DobyTang / LazyLibrarian

This project isn't finished yet. Goal is to create a SickBeard, CouchPotato, Headphones-like application for ebooks. Headphones is used as a base, so there are still a lot of references to it.
728 stars 72 forks source link

Wishlists adding other copies of the same book to LazyLibrarian, but unable to add to Calibre #1613

Closed jcal22 closed 5 years ago

jcal22 commented 5 years ago

LL is adding a book to the books db based on isbn in wishlist. If the book exists with a different isbn in Calibre, it gets added to LL as wanted. When LL downloads the book it can't be added to Calibre because it is seen as a duplicate. A cycle ensues where it tries to download the book and/or stays on wanted list because deleting it from LL just gets it added again next cycle.

Can LL be made to check author/title to lower duplication?

philborman commented 5 years ago

Depends on the wishlist. If the wishlist came from goodreads it should have a goodreads bookid. We search the database for bookid, if not found we try isbn, if still not found we try author name and book title, and finally we try a fuzzy match on author/title. Once it's in the database we just use the goodreads bookid to identify it which should stop duplicates in our own database.

Maybe we need to check for the "duplicate" error message from calibre and update our database to the book location using the calibre bookid. Will take a look.

philborman commented 5 years ago

Can you post a debug log showing the problem so I can see where to check for the "duplicate" message, got some free time coming up where I can look at this in more detail.

jcal22 commented 5 years ago

logs.txt

jcal22 commented 5 years ago

There's an error in there that is from my code earlier. I will submit a pull request.

philborman commented 5 years ago

Thanks for the log but unfortunately it's not helping much.
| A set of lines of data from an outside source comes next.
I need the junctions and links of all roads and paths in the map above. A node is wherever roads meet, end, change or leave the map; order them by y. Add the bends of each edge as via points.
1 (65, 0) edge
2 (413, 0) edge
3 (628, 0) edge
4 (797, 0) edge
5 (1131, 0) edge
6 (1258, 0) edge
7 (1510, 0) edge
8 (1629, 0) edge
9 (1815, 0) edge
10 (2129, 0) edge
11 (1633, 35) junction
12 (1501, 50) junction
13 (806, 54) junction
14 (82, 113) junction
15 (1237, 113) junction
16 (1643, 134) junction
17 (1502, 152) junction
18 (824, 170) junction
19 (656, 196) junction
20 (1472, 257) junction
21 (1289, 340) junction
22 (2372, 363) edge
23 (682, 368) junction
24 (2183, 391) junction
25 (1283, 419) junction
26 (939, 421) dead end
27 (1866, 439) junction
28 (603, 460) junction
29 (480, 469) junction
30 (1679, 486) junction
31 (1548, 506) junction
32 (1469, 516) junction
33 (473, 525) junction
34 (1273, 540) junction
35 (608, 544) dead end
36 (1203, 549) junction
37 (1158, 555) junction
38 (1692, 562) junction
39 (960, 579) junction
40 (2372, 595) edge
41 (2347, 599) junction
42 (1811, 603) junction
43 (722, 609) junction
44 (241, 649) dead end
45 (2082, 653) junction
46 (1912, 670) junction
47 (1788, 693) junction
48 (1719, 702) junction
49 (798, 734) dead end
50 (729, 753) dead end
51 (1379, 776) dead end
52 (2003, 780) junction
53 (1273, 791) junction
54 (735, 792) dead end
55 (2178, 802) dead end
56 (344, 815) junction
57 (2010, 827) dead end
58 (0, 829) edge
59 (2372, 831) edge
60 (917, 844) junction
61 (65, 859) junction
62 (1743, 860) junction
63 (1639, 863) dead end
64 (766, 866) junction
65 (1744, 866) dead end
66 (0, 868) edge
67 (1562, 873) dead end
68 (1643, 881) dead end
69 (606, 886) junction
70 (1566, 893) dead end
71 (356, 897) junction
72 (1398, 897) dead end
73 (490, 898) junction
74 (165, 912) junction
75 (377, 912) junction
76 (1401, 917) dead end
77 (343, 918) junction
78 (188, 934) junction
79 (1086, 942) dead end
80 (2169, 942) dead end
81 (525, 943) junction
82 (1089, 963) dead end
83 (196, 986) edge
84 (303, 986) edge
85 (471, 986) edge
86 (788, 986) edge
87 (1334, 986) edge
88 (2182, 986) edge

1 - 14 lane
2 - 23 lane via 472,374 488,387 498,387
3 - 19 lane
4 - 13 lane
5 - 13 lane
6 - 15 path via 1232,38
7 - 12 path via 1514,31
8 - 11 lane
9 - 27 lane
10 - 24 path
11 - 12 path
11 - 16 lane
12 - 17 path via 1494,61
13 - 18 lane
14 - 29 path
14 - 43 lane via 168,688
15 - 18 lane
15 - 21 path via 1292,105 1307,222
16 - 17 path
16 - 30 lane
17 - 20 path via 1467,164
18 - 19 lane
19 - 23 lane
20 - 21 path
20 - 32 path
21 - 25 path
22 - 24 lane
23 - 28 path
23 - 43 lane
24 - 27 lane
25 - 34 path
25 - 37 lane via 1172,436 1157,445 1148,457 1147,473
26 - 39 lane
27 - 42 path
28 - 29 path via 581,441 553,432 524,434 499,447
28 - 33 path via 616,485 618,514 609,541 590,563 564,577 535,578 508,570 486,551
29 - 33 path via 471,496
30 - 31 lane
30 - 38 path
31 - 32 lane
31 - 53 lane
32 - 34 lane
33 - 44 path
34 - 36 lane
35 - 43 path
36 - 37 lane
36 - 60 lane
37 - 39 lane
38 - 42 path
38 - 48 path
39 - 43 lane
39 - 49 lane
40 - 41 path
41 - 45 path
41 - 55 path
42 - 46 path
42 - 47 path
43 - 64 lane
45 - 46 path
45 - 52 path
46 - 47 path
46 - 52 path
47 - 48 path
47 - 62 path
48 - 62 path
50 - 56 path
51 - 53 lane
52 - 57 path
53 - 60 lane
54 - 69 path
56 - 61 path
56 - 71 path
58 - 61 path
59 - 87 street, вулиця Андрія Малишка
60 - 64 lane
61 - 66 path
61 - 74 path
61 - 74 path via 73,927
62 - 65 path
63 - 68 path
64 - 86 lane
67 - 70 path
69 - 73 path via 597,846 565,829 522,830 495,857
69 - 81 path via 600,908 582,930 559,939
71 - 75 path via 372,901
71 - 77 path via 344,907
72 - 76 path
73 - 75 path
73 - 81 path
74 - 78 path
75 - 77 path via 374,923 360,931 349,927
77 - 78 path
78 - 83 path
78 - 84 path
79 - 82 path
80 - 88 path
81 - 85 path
Calibre tells us it's a duplicate, but doesn't give us the bookid so we know what it's matched.

There are a couple of possible scenarios for this issue...

  1. We have the book in our database but fail to match the details
  2. We don't have the book in our database, but calibre has it and we don't realise

For scenario (1) Maybe a log of the wishlist search will give more info, why we think it doesn't match anything in our database. If we realised we had the book we wouldn't download another copy. The search/match process is quite complex but the debug logging should show how/why it failed.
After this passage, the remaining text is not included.